Evaluation of concrete of full-scale simulated member After kneading of concrete, 1 mx 1 mx simulating a full-scale pillar
The mixture was poured into a mold having a height of 2 m and slightly compacted by a vibrator. A thermocouple for temperature measurement was inserted at the center of the mold. The front, rear, left and right, and upper and lower surfaces of the mold were surrounded without any gaps by a 50-cm-thick styrofoam for heat insulation. Then, every time the test material age comes, 25cm from the center
A core having a diameter of 10 cm was extracted at a distant place to obtain a core specimen. The core test body was polished on the loading surface during the compression strength test, and the strength test was based on JIS A 1108. These tests were performed in a room at a temperature of 20 ° C. However, the above evaluation method is only an example, and the property evaluation according to the present invention is not limited to the above evaluation method.

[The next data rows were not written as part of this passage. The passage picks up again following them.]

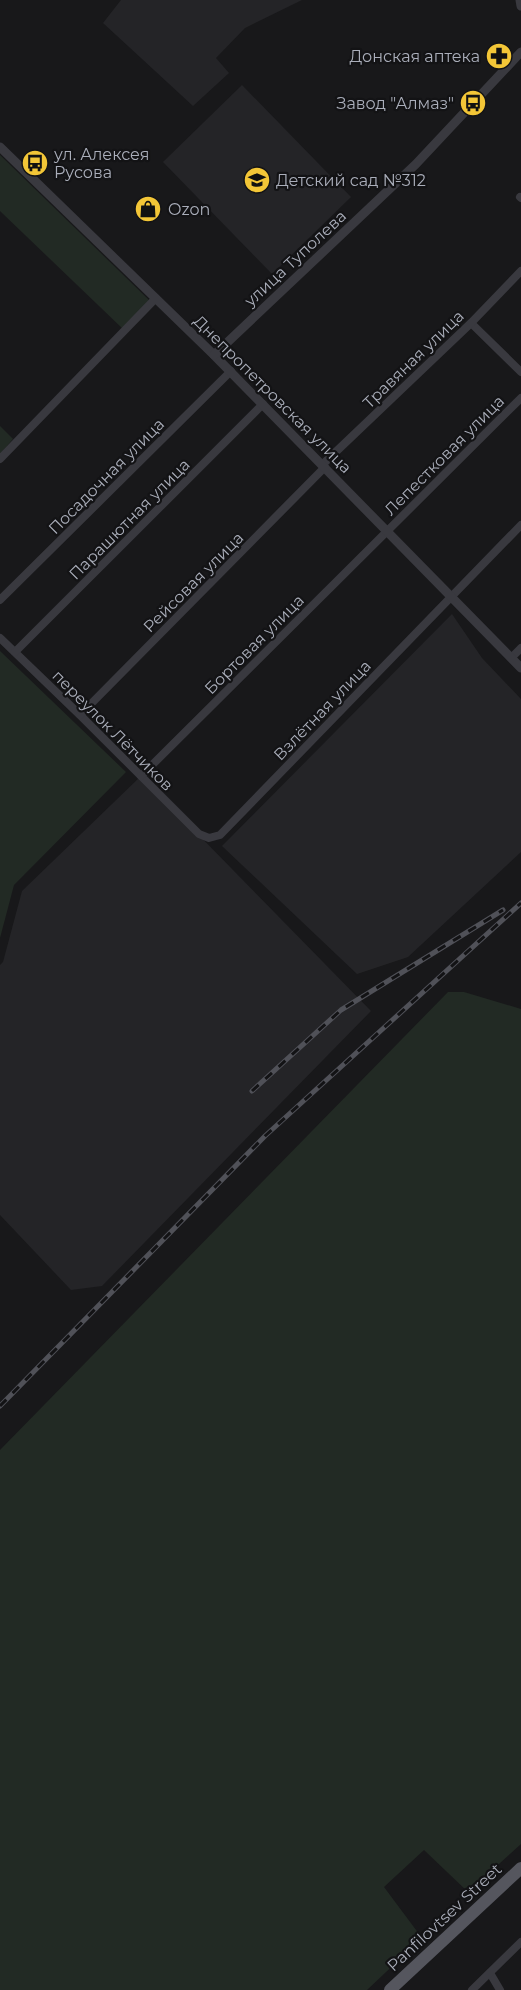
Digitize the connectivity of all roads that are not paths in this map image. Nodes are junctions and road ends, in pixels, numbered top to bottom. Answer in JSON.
{"nodes":[{"id":1,"x":520,"y":0,"type":"edge"},
{"id":2,"x":521,"y":6,"type":"edge"},
{"id":3,"x":521,"y":52,"type":"edge"},
{"id":4,"x":0,"y":147,"type":"edge"},
{"id":5,"x":521,"y":271,"type":"edge"},
{"id":6,"x":156,"y":298,"type":"junction"},
{"id":7,"x":471,"y":323,"type":"junction"},
{"id":8,"x":214,"y":355,"type":"junction"},
{"id":9,"x":231,"y":371,"type":"junction"},
{"id":10,"x":521,"y":372,"type":"edge"},
{"id":11,"x":521,"y":398,"type":"edge"},
{"id":12,"x":262,"y":404,"type":"junction"},
{"id":13,"x":0,"y":459,"type":"edge"},
{"id":14,"x":324,"y":466,"type":"junction"},
{"id":15,"x":521,"y":525,"type":"edge"},
{"id":16,"x":387,"y":530,"type":"junction"},
{"id":17,"x":451,"y":596,"type":"junction"},
{"id":18,"x":0,"y":600,"type":"edge"},
{"id":19,"x":0,"y":638,"type":"edge"},
{"id":20,"x":521,"y":648,"type":"edge"},
{"id":21,"x":15,"y":652,"type":"junction"},
{"id":22,"x":511,"y":658,"type":"junction"},
{"id":23,"x":521,"y":668,"type":"edge"},
{"id":24,"x":80,"y":715,"type":"junction"},
{"id":25,"x":141,"y":776,"type":"junction"},
{"id":26,"x":209,"y":838,"type":"joint"},
{"id":27,"x":521,"y":1868,"type":"edge"},
{"id":28,"x":521,"y":1942,"type":"edge"},
{"id":29,"x":490,"y":1972,"type":"junction"},
{"id":30,"x":390,"y":1990,"type":"edge"},
{"id":31,"x":472,"y":1990,"type":"edge"},
{"id":32,"x":500,"y":1990,"type":"edge"}],
"edges":[{"from":1,"to":2,"type":"street"},
{"from":3,"to":8,"type":"street","name":"улица Туполева"},
{"from":4,"to":6,"type":"street","name":"Днепропетровская улица"},
{"from":5,"to":7,"type":"street","name":"Травяная улица"},
{"from":6,"to":8,"type":"street","name":"Днепропетровская улица"},
{"from":6,"to":13,"type":"street"},
{"from":7,"to":10,"type":"street"},
{"from":7,"to":14,"type":"street","name":"Травяная улица"},
{"from":8,"to":9,"type":"street","name":"Днепропетровская улица"},
{"from":9,"to":12,"type":"street","name":"Днепропетровская улица"},
{"from":9,"to":18,"type":"street","name":"Посадочная улица"},
{"from":11,"to":16,"type":"street","name":"Лепестковая улица"},
{"from":12,"to":14,"type":"street","name":"Днепропетровская улица"},
{"from":12,"to":21,"type":"street","name":"Парашютная улица"},
{"from":14,"to":16,"type":"street","name":"Днепропетровская улица"},
{"from":14,"to":24,"type":"street","name":"Рейсовая улица"},
{"from":15,"to":17,"type":"street","name":"Взлётная улица"},
{"from":16,"to":17,"type":"street","name":"Днепропетровская улица"},
{"from":16,"to":25,"type":"street","name":"Бортовая улица"},
{"from":17,"to":22,"type":"street","name":"Днепропетровская улица"},
{"from":17,"to":26,"type":"street","name":"Взлётная улица"},
{"from":19,"to":21,"type":"street","name":"переулок Лётчиков"},
{"from":20,"to":22,"type":"street"},
{"from":21,"to":24,"type":"street","name":"переулок Лётчиков"},
{"from":22,"to":23,"type":"street","name":"Днепропетровская улица"},
{"from":24,"to":25,"type":"street","name":"переулок Лётчиков"},
{"from":25,"to":26,"type":"street","name":"переулок Лётчиков"},
{"from":27,"to":30,"type":"main road","name":"Panfilovtsev Street"},
{"from":28,"to":29,"type":"street"},
{"from":29,"to":31,"type":"street"},
{"from":29,"to":32,"type":"street"}]}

Examples 1 to 4 and Comparative Examples 1 and 2 Table 3 shows the results of evaluating the properties of concrete using the cement compositions having the compositions shown in Table 3.

[0053]

[Table 3]

According to the comparison between Examples 1 to 4 and Comparative Examples 1 and 2, the cement composition of the present invention containing the high belite portland cement is different from the cement composition containing the JIS standard Portland cement according to the earlier application. In comparison, the concrete cured concrete has a slightly lower compressive strength, but the temperature rise in the full-scale simulated member concrete is small.

That is, in the case of a full-sized member of high-strength concrete, from the viewpoint of preventing cracks due to a rise in the temperature of concrete and preventing a decrease in strength due to a rise in temperature,
It is clear that it is effective to use a cement composition comprising high belite portland cement.

[0056]

As described in detail above, the cement composition of the present invention is a cement composition having excellent fluidity, kneading properties and strength, and is applicable to high-strength concrete of thick full-sized members. In such a case, cracking due to temperature rise and decrease in strength development are prevented, and its practicality is remarkably high.

────────────────────────────────────────────────── ─── Continuation of front page (56) References JP-A-6-199549 (JP, A) JP-A-8-91885 (JP, A) JP-A 8-26793 (JP, A) (58) Field (Int.Cl. ⁷ , DB name) C04B 7/345 C04B 7/24 C04B 14/18 C04B 14/28 C04B 22/06 C04B 28/02-28/04

Claims (2)

(57) [Claims] 1. High Belite Portland Cement 5
0 to 92 parts by weight, 5 to 25 parts by weight of silica fume and stone
3-25 parts by weight of fine limestone powder add up to 100 parts by weight
Cement composition comprisingAnd The limestone fine powder contains 90% or less of particles having a particle diameter of 20 μm or less.
Above, 65% or more of particles having a particle size of 10 μm or less, and a particle size of 5 μm
40 to 90% of the following particles, and 2
Cement having a particle size distribution of 5% or less
Composition. 2. The cement composition according to claim 1, wherein the high belite portland cement has a composition in which the amount of belite in the clinker mineral composition is in the range of 40 to 75% by weight. object.